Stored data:
● ● ● ●

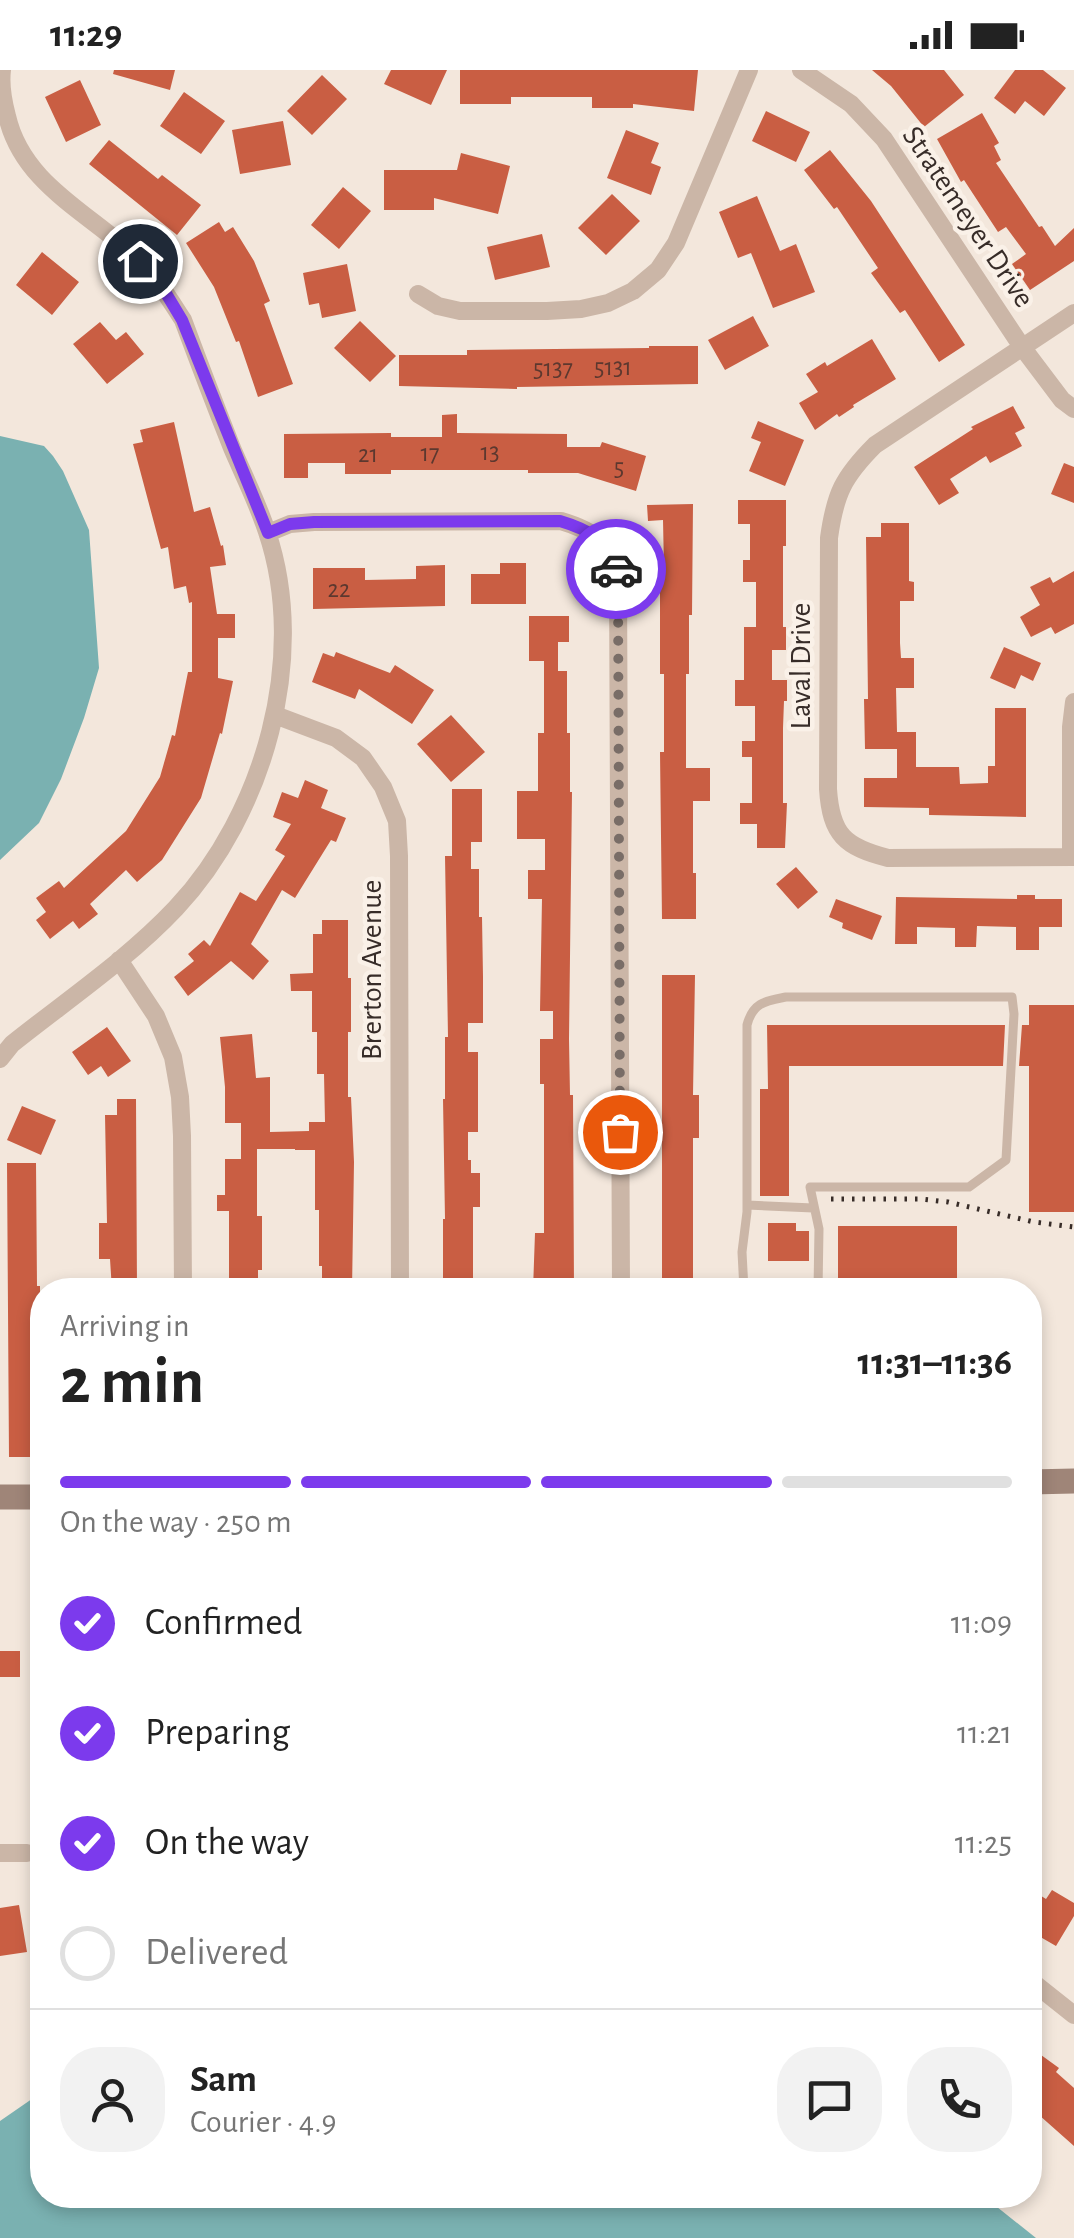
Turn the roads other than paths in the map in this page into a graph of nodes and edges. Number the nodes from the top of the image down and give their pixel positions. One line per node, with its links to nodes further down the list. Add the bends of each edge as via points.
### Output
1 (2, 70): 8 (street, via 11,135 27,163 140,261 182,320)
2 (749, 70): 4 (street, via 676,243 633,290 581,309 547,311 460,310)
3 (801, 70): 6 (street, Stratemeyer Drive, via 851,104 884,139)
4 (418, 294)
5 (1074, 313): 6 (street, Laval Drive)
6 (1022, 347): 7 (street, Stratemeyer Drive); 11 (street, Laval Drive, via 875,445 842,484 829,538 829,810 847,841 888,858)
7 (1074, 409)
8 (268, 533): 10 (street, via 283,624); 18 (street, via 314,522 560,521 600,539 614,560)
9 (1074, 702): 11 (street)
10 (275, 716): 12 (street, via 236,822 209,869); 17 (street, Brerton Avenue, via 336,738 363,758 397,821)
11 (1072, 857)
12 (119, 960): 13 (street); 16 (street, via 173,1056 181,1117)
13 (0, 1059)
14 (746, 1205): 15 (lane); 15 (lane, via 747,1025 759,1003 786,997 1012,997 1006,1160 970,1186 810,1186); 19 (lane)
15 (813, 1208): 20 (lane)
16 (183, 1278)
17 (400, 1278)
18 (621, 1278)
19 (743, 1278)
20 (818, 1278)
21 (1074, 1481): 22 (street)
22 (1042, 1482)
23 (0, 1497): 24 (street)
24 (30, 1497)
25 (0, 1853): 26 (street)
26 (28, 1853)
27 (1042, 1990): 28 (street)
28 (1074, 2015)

● ● ● ●

ABOUT THIS TASK: Set down the entries above word for word, but drop any image.

EXERCISE RESPONSE:
Turn the roads other than paths in the map in this page into a graph of nodes and edges. Number the nodes from the top of the image down and give their pixel positions. One line per node, with its links to nodes further down the list. Add the bends of each edge as via points.
### Output
1 (2, 70): 8 (street, via 11,135 27,163 140,261 182,320)
2 (749, 70): 4 (street, via 676,243 633,290 581,309 547,311 460,310)
3 (801, 70): 6 (street, Stratemeyer Drive, via 851,104 884,139)
4 (418, 294)
5 (1074, 313): 6 (street, Laval Drive)
6 (1022, 347): 7 (street, Stratemeyer Drive); 11 (street, Laval Drive, via 875,445 842,484 829,538 829,810 847,841 888,858)
7 (1074, 409)
8 (268, 533): 10 (street, via 283,624); 18 (street, via 314,522 560,521 600,539 614,560)
9 (1074, 702): 11 (street)
10 (275, 716): 12 (street, via 236,822 209,869); 17 (street, Brerton Avenue, via 336,738 363,758 397,821)
11 (1072, 857)
12 (119, 960): 13 (street); 16 (street, via 173,1056 181,1117)
13 (0, 1059)
14 (746, 1205): 15 (lane); 15 (lane, via 747,1025 759,1003 786,997 1012,997 1006,1160 970,1186 810,1186); 19 (lane)
15 (813, 1208): 20 (lane)
16 (183, 1278)
17 (400, 1278)
18 (621, 1278)
19 (743, 1278)
20 (818, 1278)
21 (1074, 1481): 22 (street)
22 (1042, 1482)
23 (0, 1497): 24 (street)
24 (30, 1497)
25 (0, 1853): 26 (street)
26 (28, 1853)
27 (1042, 1990): 28 (street)
28 (1074, 2015)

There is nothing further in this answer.